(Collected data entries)
*** Block opens ***

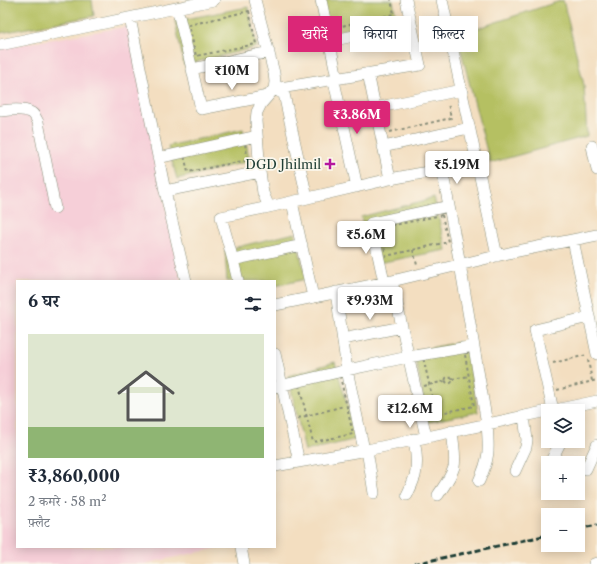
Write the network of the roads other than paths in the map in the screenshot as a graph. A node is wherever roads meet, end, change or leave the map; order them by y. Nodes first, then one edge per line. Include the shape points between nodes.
1 (214, 0) edge
2 (256, 0) edge
3 (321, 0) edge
4 (406, 0) edge
5 (442, 0) edge
6 (177, 8) junction
7 (325, 16) edge
8 (409, 16) edge
9 (130, 18) junction
10 (411, 24) edge
11 (0, 45) edge
12 (269, 52) junction
13 (332, 52) edge
14 (192, 69) junction
15 (368, 73) junction
16 (337, 78) junction
17 (461, 90) junction
18 (271, 93) junction
19 (375, 108) junction
20 (0, 111) edge
21 (469, 128) junction
22 (257, 136) junction
23 (592, 146) dead end
24 (383, 147) junction
25 (158, 158) junction
26 (477, 162) junction
27 (442, 169) junction
28 (597, 170) edge
29 (260, 172) junction
30 (390, 179) junction
31 (357, 187) junction
32 (165, 190) junction
33 (307, 198) junction
34 (292, 202) junction
35 (449, 206) junction
36 (269, 207) junction
37 (55, 208) dead end
38 (597, 235) edge
39 (574, 240) junction
40 (302, 245) junction
41 (497, 256) junction
42 (233, 260) junction
43 (460, 264) junction
44 (186, 280) edge
45 (238, 280) edge
46 (388, 282) junction
47 (336, 292) junction
48 (314, 297) junction
49 (276, 305) edge
50 (589, 317) junction
51 (402, 327) junction
52 (343, 339) junction
53 (474, 346) junction
54 (597, 354) edge
55 (408, 357) junction
56 (276, 365) edge
57 (347, 370) junction
58 (278, 387) edge
59 (597, 401) edge
60 (553, 404) edge
61 (583, 404) edge
62 (541, 413) edge
63 (524, 416) junction
64 (487, 424) junction
65 (452, 431) junction
66 (426, 437) junction
67 (414, 439) junction
68 (597, 445) edge
69 (366, 450) junction
70 (299, 462) junction
71 (276, 466) edge
72 (586, 469) dead end
73 (515, 471) dead end
74 (479, 480) dead end
75 (374, 493) dead end
76 (407, 494) dead end
77 (438, 495) dead end

1 - 6 street
2 - 12 street
3 - 7 street
4 - 8 street
5 - 17 street
6 - 9 street
6 - 14 street
9 - 11 street
9 - 25 street
10 - 15 street via 420,65
12 - 14 street
12 - 18 street via 275,82
13 - 16 street
14 - 18 street via 201,109
15 - 16 street
15 - 19 street
16 - 18 street
16 - 31 street via 334,81
17 - 19 street
17 - 21 street
18 - 22 street via 257,112
18 - 33 street via 284,94
19 - 24 street
20 - 37 street via 23,110 35,116
21 - 24 street
21 - 26 street
22 - 25 street
22 - 29 street
23 - 28 street
24 - 30 street
25 - 32 street
26 - 27 street
26 - 41 street
27 - 30 street
27 - 35 street
29 - 32 street
29 - 36 street via 263,193
30 - 31 street
31 - 33 street
32 - 44 street
33 - 34 street
34 - 36 street
34 - 40 street
35 - 43 street
35 - 46 street via 371,223
36 - 42 street via 221,217
38 - 39 street
39 - 41 street
39 - 50 street
40 - 42 street
40 - 48 street
41 - 43 street
42 - 45 street
43 - 46 street
43 - 53 street
46 - 47 street
46 - 51 street
47 - 48 street
47 - 52 street
48 - 49 street
50 - 54 street
50 - 60 street via 535,330
51 - 52 street
51 - 55 street
52 - 57 street
53 - 55 street
53 - 64 street
55 - 57 street
55 - 66 street
56 - 58 street
57 - 58 street
57 - 69 street
58 - 70 street
59 - 61 street
62 - 63 street
63 - 64 street
63 - 73 street via 526,447
64 - 65 street
64 - 74 street via 488,454
65 - 66 street
65 - 77 street via 454,466
66 - 67 street
67 - 69 street
67 - 76 street via 416,470
68 - 72 street
69 - 70 street
69 - 75 street
70 - 71 street

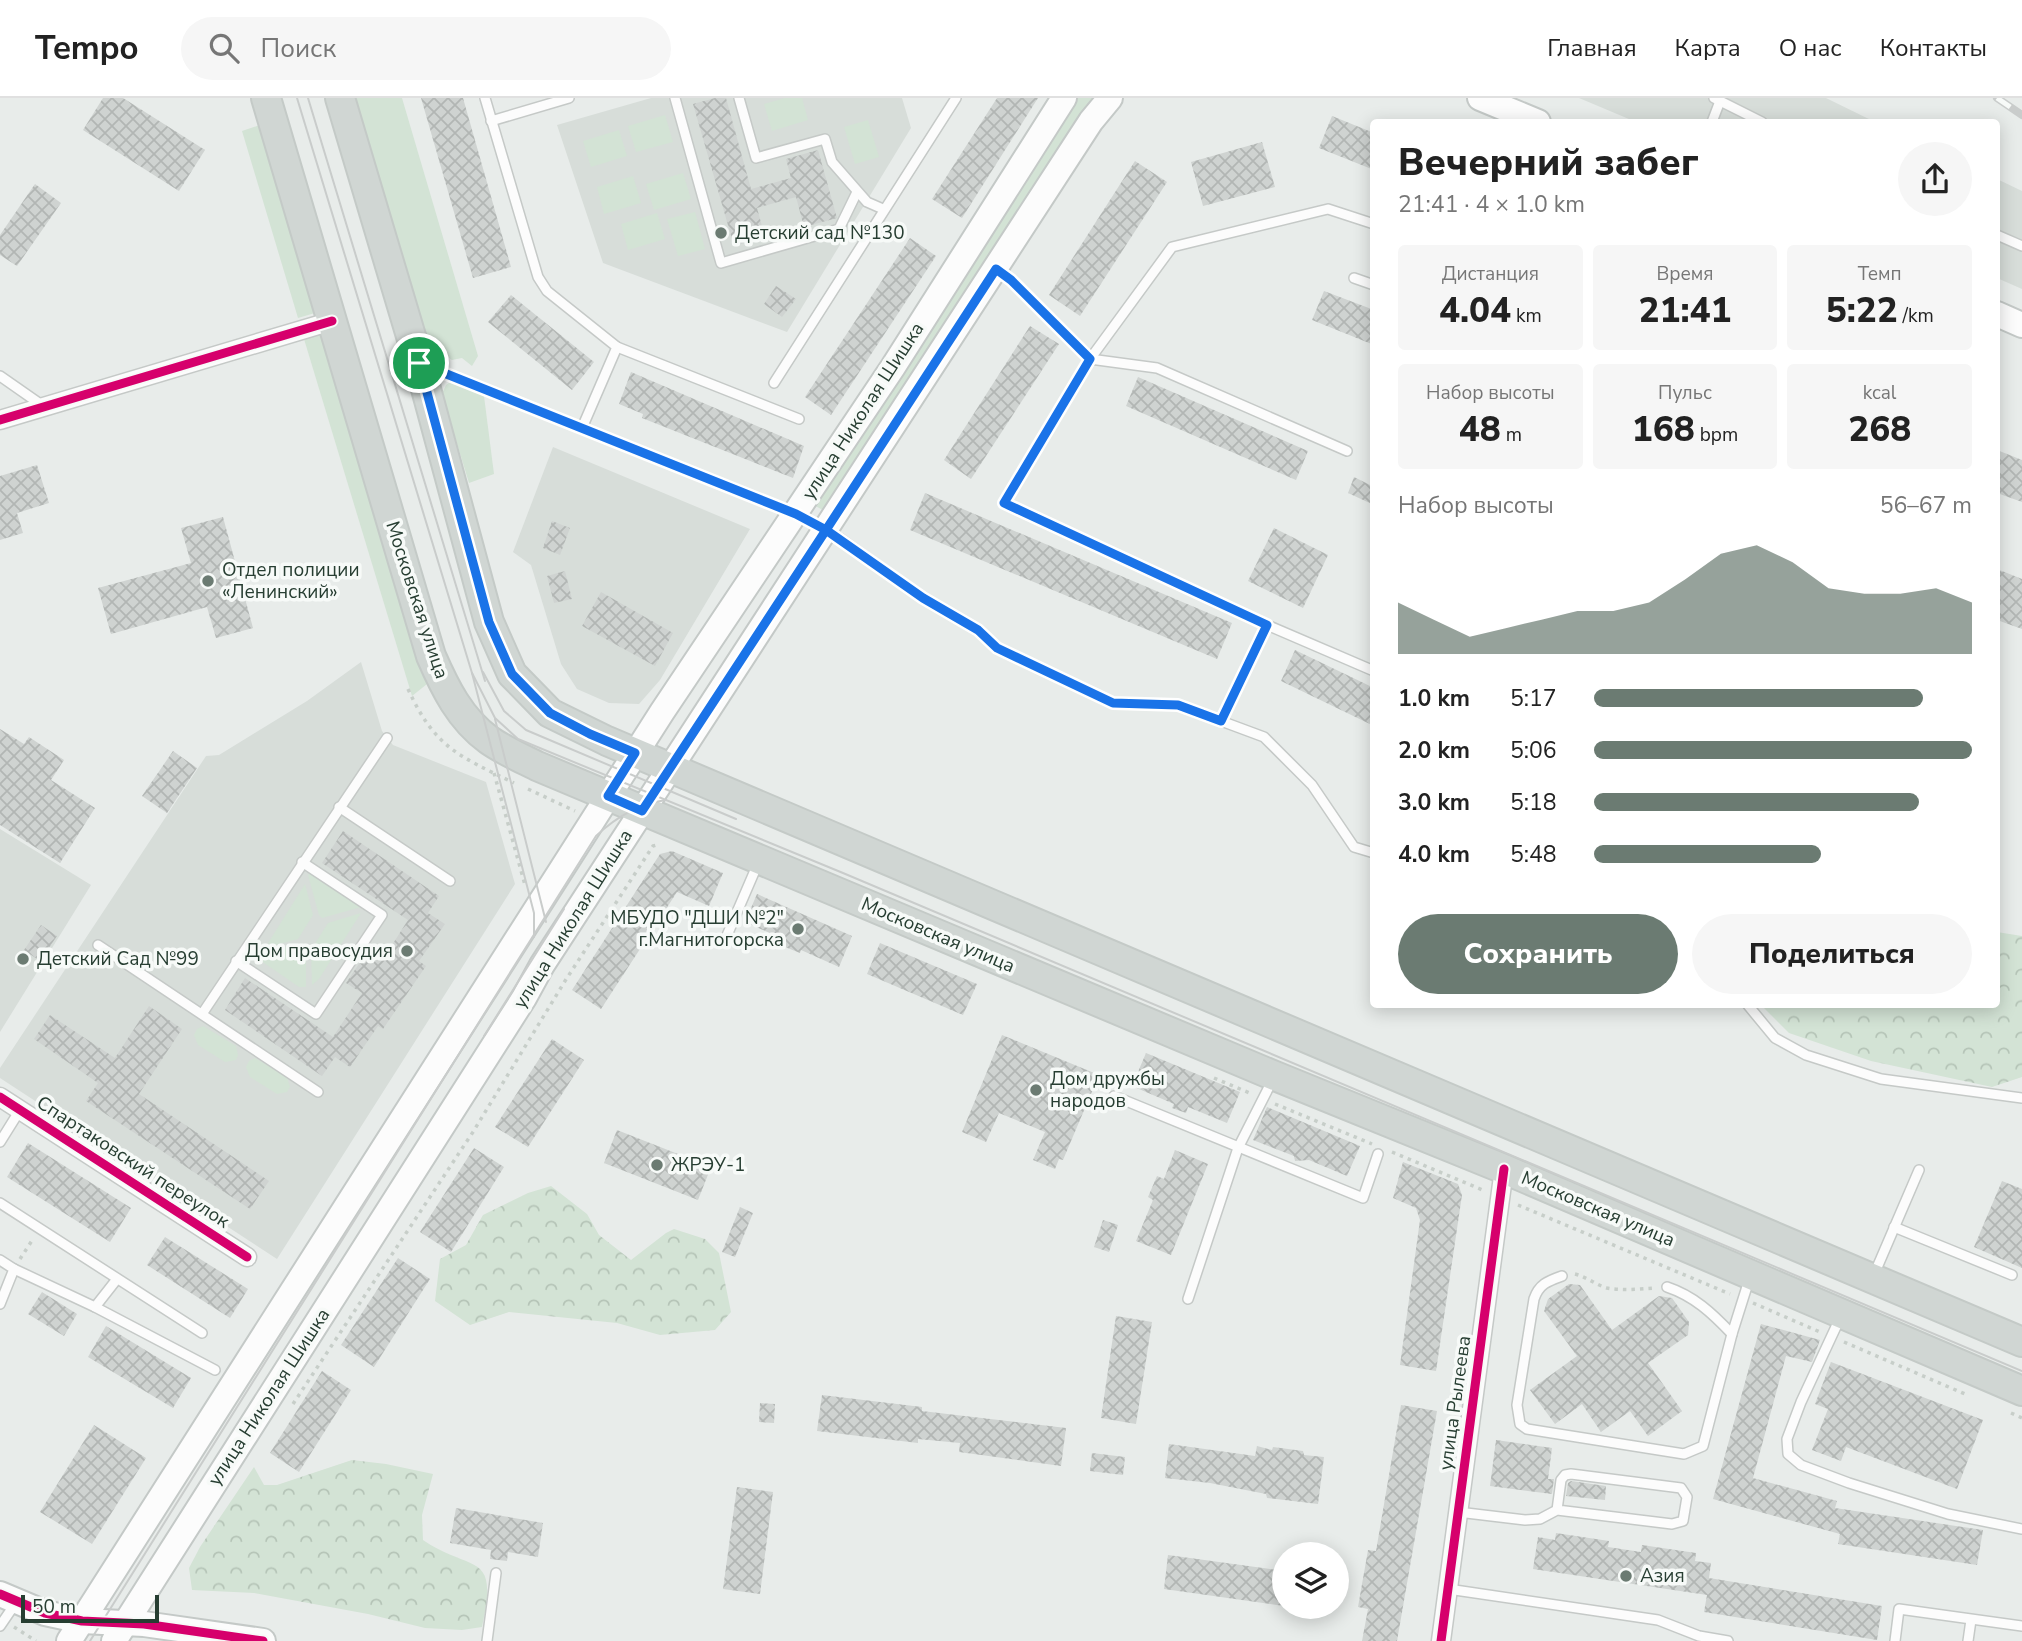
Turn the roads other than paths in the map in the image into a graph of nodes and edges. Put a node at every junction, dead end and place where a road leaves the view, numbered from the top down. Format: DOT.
graph roads {
  1 [pos="266,98"];
  2 [pos="340,98"];
  3 [pos="485,98"];
  4 [pos="569,98"];
  5 [pos="675,98"];
  6 [pos="739,98"];
  7 [pos="956,98"];
  8 [pos="1064,98"];
  9 [pos="1110,98"];
  10 [pos="1489,100"];
  11 [pos="1717,100"];
  12 [pos="1531,119"];
  13 [pos="1713,119"];
  14 [pos="1756,119"];
  15 [pos="491,121"];
  16 [pos="857,192"];
  17 [pos="883,209"];
  18 [pos="1370,223"];
  19 [pos="2000,236"];
  20 [pos="2022,246"];
  21 [pos="996,269"];
  22 [pos="1354,278"];
  23 [pos="1370,284"];
  24 [pos="2000,315"];
  25 [pos="332,321"];
  26 [pos="2022,325"];
  27 [pos="617,347"];
  28 [pos="1090,359"];
  29 [pos="419,363"];
  30 [pos="0,376"];
  31 [pos="774,383"];
  32 [pos="45,407"];
  33 [pos="799,419"];
  34 [pos="0,420"];
  35 [pos="582,428"];
  36 [pos="1348,451"];
  37 [pos="796,514"];
  38 [pos="826,530"];
  39 [pos="1267,625"];
  40 [pos="1370,669"];
  41 [pos="1221,721"];
  42 [pos="387,738"];
  43 [pos="635,753"];
  44 [pos="670,768"];
  45 [pos="608,796"];
  46 [pos="340,807"];
  47 [pos="642,811"];
  48 [pos="1370,852"];
  49 [pos="759,860"];
  50 [pos="302,862"];
  51 [pos="450,881"];
  52 [pos="725,940"];
  53 [pos="98,946"];
  54 [pos="236,961"];
  55 [pos="1750,1008"];
  56 [pos="202,1014"];
  57 [pos="1275,1076"];
  58 [pos="318,1092"];
  59 [pos="1114,1096"];
  60 [pos="0,1097"];
  61 [pos="2022,1098"];
  62 [pos="20,1110"];
  63 [pos="0,1142"];
  64 [pos="1238,1148"];
  65 [pos="1378,1154"];
  66 [pos="1504,1169"];
  67 [pos="1919,1170"];
  68 [pos="0,1203"];
  69 [pos="1894,1227"];
  70 [pos="247,1257"];
  71 [pos="0,1260"];
  72 [pos="14,1269"];
  73 [pos="1750,1275"];
  74 [pos="2012,1275"];
  75 [pos="1562,1276"];
  76 [pos="1872,1278"];
  77 [pos="117,1279"];
  78 [pos="1667,1287"];
  79 [pos="1188,1299"];
  80 [pos="0,1304"];
  81 [pos="96,1307"];
  82 [pos="1841,1315"];
  83 [pos="202,1333"];
  84 [pos="1731,1334"];
  85 [pos="2022,1342"];
  86 [pos="215,1370"];
  87 [pos="2022,1391"];
  88 [pos="1557,1510"];
  89 [pos="1458,1512"];
  90 [pos="2022,1529"];
  91 [pos="496,1573"];
  92 [pos="1448,1589"];
  93 [pos="5,1611"];
  94 [pos="1971,1620"];
  95 [pos="2022,1626"];
  96 [pos="76,1631"];
  97 [pos="120,1632"];
  98 [pos="200,1636"];
  99 [pos="264,1641"];
  100 [pos="487,1641"];
  101 [pos="1441,1641"];
  102 [pos="1728,1641"];
  103 [pos="1895,1641"];
  104 [pos="1968,1641"];
  1 -- 25 [label="main road, Московская улица"];
  2 -- 29 [label="main road"];
  3 -- 15 [label="lane"];
  4 -- 15 [label="lane"];
  5 -- 16 [label="lane"];
  6 -- 16 [label="lane"];
  7 -- 17 [label="lane"];
  8 -- 37 [label="main road, улица Николая Шишка"];
  9 -- 21 [label="main road, улица Николая Шишка"];
  10 -- 12 [label="main road"];
  11 -- 13 [label="lane"];
  11 -- 14 [label="lane"];
  15 -- 27 [label="lane"];
  16 -- 17 [label="lane"];
  17 -- 31 [label="lane"];
  18 -- 28 [label="lane"];
  19 -- 20 [label="lane"];
  21 -- 28 [label="lane"];
  21 -- 38 [label="main road, улица Николая Шишка"];
  22 -- 23 [label="lane"];
  24 -- 26 [label="main road"];
  25 -- 32 [label="street"];
  25 -- 45 [label="main road, Московская улица"];
  27 -- 33 [label="lane"];
  27 -- 35 [label="lane"];
  28 -- 36 [label="lane"];
  28 -- 39 [label="lane"];
  29 -- 35 [label="lane"];
  29 -- 43 [label="main road"];
  30 -- 32 [label="lane"];
  32 -- 34 [label="street"];
  35 -- 37 [label="lane"];
  37 -- 38 [label="lane"];
  37 -- 43 [label="main road, улица Николая Шишка"];
  38 -- 41 [label="lane"];
  38 -- 44 [label="main road, улица Николая Шишка"];
  39 -- 40 [label="lane"];
  39 -- 41 [label="lane"];
  41 -- 48 [label="lane"];
  42 -- 46 [label="lane"];
  43 -- 44 [label="main road"];
  43 -- 45 [label="main road, улица Николая Шишка"];
  44 -- 47 [label="main road, улица Николая Шишка"];
  44 -- 76 [label="main road"];
  45 -- 47 [label="main road, Московская улица"];
  45 -- 96 [label="main road, улица Николая Шишка"];
  46 -- 50 [label="lane"];
  46 -- 51 [label="lane"];
  47 -- 49 [label="main road, Московская улица"];
  47 -- 97 [label="main road, улица Николая Шишка"];
  49 -- 52 [label="lane"];
  49 -- 57 [label="main road, Московская улица"];
  50 -- 54 [label="lane"];
  50 -- 54 [label="lane"];
  53 -- 56 [label="lane"];
  54 -- 56 [label="lane"];
  55 -- 61 [label="lane"];
  56 -- 58 [label="lane"];
  57 -- 64 [label="lane"];
  57 -- 66 [label="main road, Московская улица"];
  59 -- 64 [label="lane"];
  60 -- 62 [label="street, Спартаковский переулок"];
  62 -- 63 [label="lane"];
  62 -- 70 [label="street, Спартаковский переулок"];
  64 -- 65 [label="lane"];
  64 -- 79 [label="lane"];
  66 -- 73 [label="main road, Московская улица"];
  66 -- 89 [label="street, улица Рылеева"];
  67 -- 69 [label="lane"];
  68 -- 77 [label="lane"];
  69 -- 74 [label="lane"];
  69 -- 76 [label="lane"];
  71 -- 72 [label="lane"];
  72 -- 80 [label="lane"];
  72 -- 81 [label="lane"];
  73 -- 82 [label="main road, Московская улица"];
  73 -- 84 [label="lane"];
  75 -- 84 [label="lane"];
  76 -- 85 [label="main road"];
  77 -- 81 [label="lane"];
  77 -- 83 [label="lane"];
  78 -- 84 [label="lane"];
  81 -- 86 [label="lane"];
  82 -- 87 [label="main road, Московская улица"];
  82 -- 90 [label="lane"];
  88 -- 88 [label="lane"];
  88 -- 89 [label="lane"];
  89 -- 92 [label="street, улица Рылеева"];
  91 -- 100 [label="lane"];
  92 -- 101 [label="street, улица Рылеева"];
  92 -- 102 [label="lane"];
  93 -- 96 [label="main road"];
  94 -- 95 [label="lane"];
  94 -- 103 [label="lane"];
  94 -- 104 [label="lane"];
  96 -- 97 [label="main road"];
  97 -- 98 [label="main road"];
  98 -- 99 [label="main road"];
}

*** Block closes ***

Problem to solve ▸ Scan the records above and report every line with the string "roads".

Result below ▸
Write the network of the roads other than paths in the map in the screenshot as a graph. A node is wherever roads meet, end, change or leave the map; order them by y. Nodes first, then one edge per line. Include the shape points between nodes.
Turn the roads other than paths in the map in the image into a graph of nodes and edges. Put a node at every junction, dead end and place where a road leaves the view, numbered from the top down. Format: DOT.
graph roads {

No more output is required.